Effects of vertical acceleration on k _c under different values of backfill soil slope i

4 Conclusions

This work attempts to develop a method to analyze the seismic stability of gravity retaining walls with backfill soil under the category of upper bound theorem of limit analysis. Considering the action of both horizontal and vertical ground accelerations, closed-form solutions for the critical acceleration factor are derived based on the pseudo-static analysis of soil–wall system.

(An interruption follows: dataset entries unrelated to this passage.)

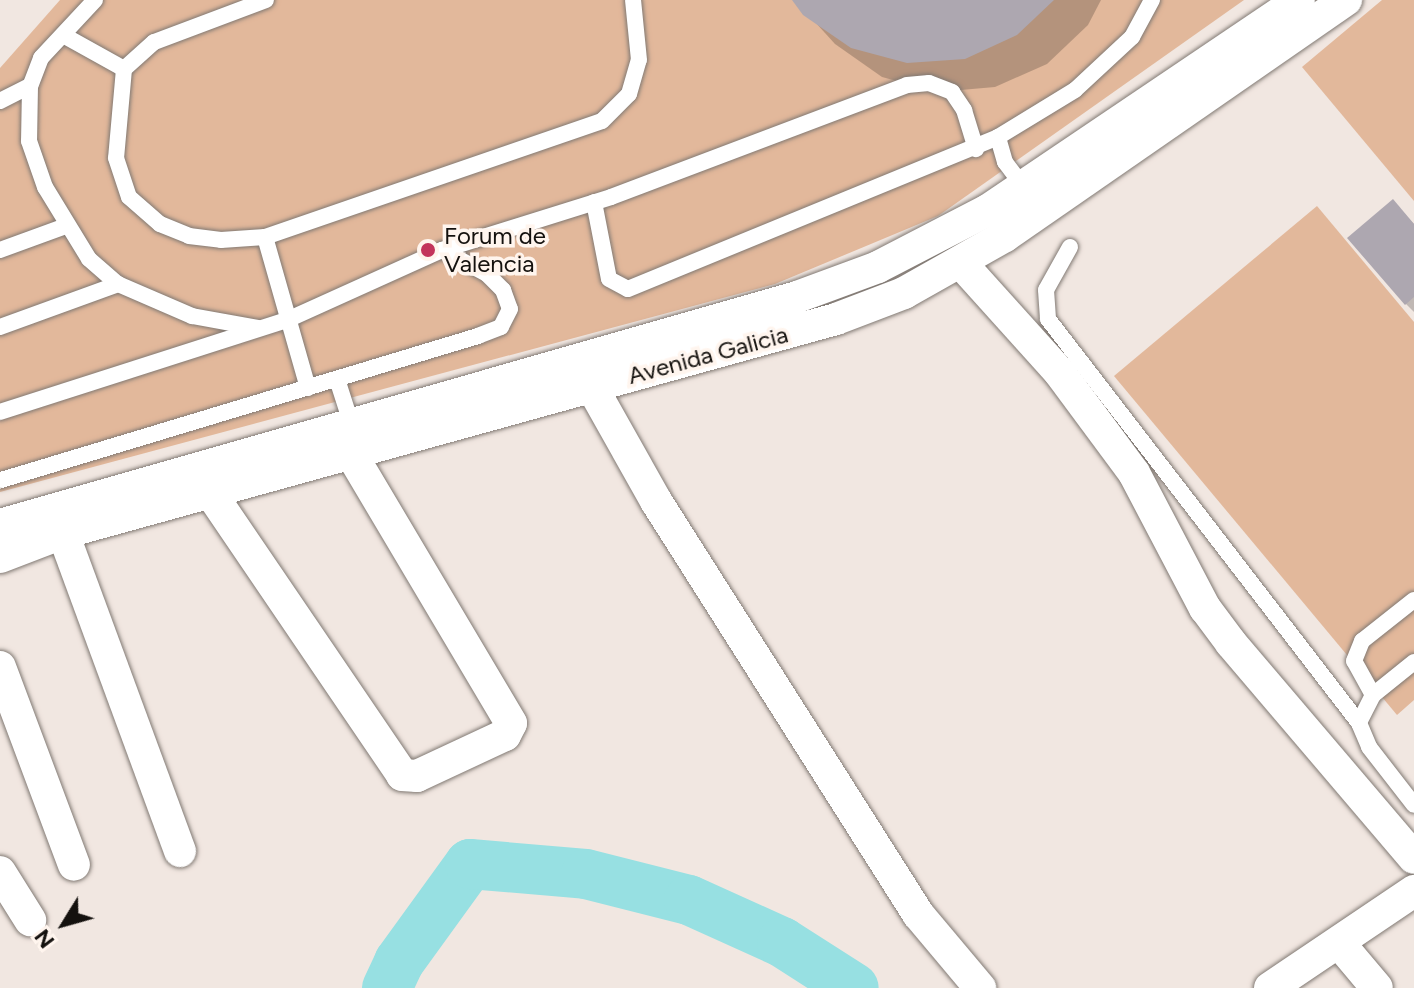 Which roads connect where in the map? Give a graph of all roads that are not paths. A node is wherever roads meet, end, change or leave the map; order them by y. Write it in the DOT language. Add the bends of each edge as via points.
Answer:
graph roads {
  1 [pos="95,0"];
  2 [pos="266,0"];
  3 [pos="633,0"];
  4 [pos="1152,0"];
  5 [pos="1299,0"];
  6 [pos="1346,0"];
  7 [pos="63,35"];
  8 [pos="1241,57"];
  9 [pos="124,69"];
  10 [pos="30,86"];
  11 [pos="0,101"];
  12 [pos="998,137"];
  13 [pos="976,149"];
  14 [pos="1023,186"];
  15 [pos="594,202"];
  16 [pos="66,226"];
  17 [pos="265,237"];
  18 [pos="1070,247"];
  19 [pos="0,250"];
  20 [pos="442,250"];
  21 [pos="961,263"];
  22 [pos="118,284"];
  23 [pos="287,320"];
  24 [pos="0,327"];
  25 [pos="260,328"];
  26 [pos="337,379"];
  27 [pos="592,387"];
  28 [pos="308,388"];
  29 [pos="0,412"];
  30 [pos="351,440"];
  31 [pos="0,480"];
  32 [pos="210,492"];
  33 [pos="0,525"];
  34 [pos="63,533"];
  35 [pos="0,557"];
  36 [pos="1414,600"];
  37 [pos="1414,662"];
  38 [pos="0,667"];
  39 [pos="1373,695"];
  40 [pos="1359,723"];
  41 [pos="1414,805"];
  42 [pos="180,851"];
  43 [pos="1414,858"];
  44 [pos="74,865"];
  45 [pos="0,872"];
  46 [pos="1414,891"];
  47 [pos="30,920"];
  48 [pos="1340,944"];
  49 [pos="980,988"];
  50 [pos="1270,988"];
  51 [pos="1377,988"];
  1 -- 7 [label="lane"];
  2 -- 9 [label="lane" via="154,42"];
  3 -- 17 [label="lane" via="639,60 629,94 602,121"];
  4 -- 12 [label="lane" via="1132,37 1075,90"];
  5 -- 8 [label="street, Avenida Galicia"];
  6 -- 8 [label="street, Avenida Galicia"];
  7 -- 9 [label="lane"];
  7 -- 10 [label="lane" via="41,58"];
  8 -- 14 [label="street, Avenida Galicia"];
  8 -- 21 [label="street, Avenida Galicia"];
  9 -- 17 [label="lane" via="116,158 129,197 160,224 189,236"];
  10 -- 11 [label="lane"];
  10 -- 16 [label="lane" via="29,141"];
  12 -- 13 [label="lane"];
  12 -- 14 [label="lane" via="1005,162"];
  13 -- 15 [label="lane" via="964,110 952,92 929,83 907,85"];
  13 -- 15 [label="lane" via="628,289 609,279"];
  14 -- 30 [label="street, Avenida Galicia" via="939,239 797,297"];
  15 -- 20 [label="lane"];
  16 -- 19 [label="lane"];
  16 -- 22 [label="lane" via="89,259"];
  17 -- 23 [label="lane"];
  18 -- 40 [label="lane" via="1046,290 1048,319"];
  20 -- 23 [label="lane"];
  20 -- 26 [label="lane" via="467,259 503,290 510,309 501,327"];
  21 -- 27 [label="street, Avenida Galicia" via="904,293 836,319"];
  21 -- 43 [label="street" via="1060,373 1134,473 1205,608 1231,643"];
  22 -- 24 [label="lane"];
  22 -- 25 [label="lane" via="192,316"];
  23 -- 25 [label="lane"];
  23 -- 28 [label="lane"];
  25 -- 29 [label="lane"];
  26 -- 28 [label="lane"];
  26 -- 30 [label="lane"];
  27 -- 30 [label="street, Avenida Galicia"];
  27 -- 49 [label="street" via="656,501 918,914"];
  28 -- 31 [label="lane"];
  30 -- 32 [label="street, Avenida Galicia"];
  30 -- 32 [label="street" via="511,723 505,735 417,776 402,775"];
  30 -- 33 [label="street, Avenida Galicia"];
  32 -- 34 [label="street, Avenida Galicia"];
  34 -- 35 [label="street, Avenida Galicia"];
  34 -- 42 [label="street"];
  36 -- 39 [label="lane" via="1362,641 1354,661"];
  37 -- 39 [label="lane"];
  38 -- 44 [label="street"];
  39 -- 40 [label="lane"];
  40 -- 41 [label="lane" via="1369,747"];
  45 -- 47 [label="street"];
  46 -- 48 [label="street"];
  48 -- 50 [label="street"];
  48 -- 51 [label="street"];
}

The study showed that both the roughness and inclination of the internal wall face have some effects to the seismic stability of the wall–soil system and the inclination of the wall should be determined according to the smoothness of the wall face. The effects of vertical acceleration on the yield horizontal acceleration coefficient can be different with different conditions of φ, β and δ. When the values of φ, β and δ are relative small the effects of vertical acceleration are rather small and may be neglectable. While the effects of vertical acceleration are considerable large and can’t be neglected if values of φ, β and δ are large. It also found that for different slope conditions of backfill soil, the effects of vertical accelerations are in same patterns. Though the preceding simplified analysis was carried out under the conservative assumption, hardly verified in real cases, that peak horizontal acceleration and peak vertical acceleration occur simultaneously and are in phase it is expected that this limit analysis method can be useful because of its simplicity and reasonability.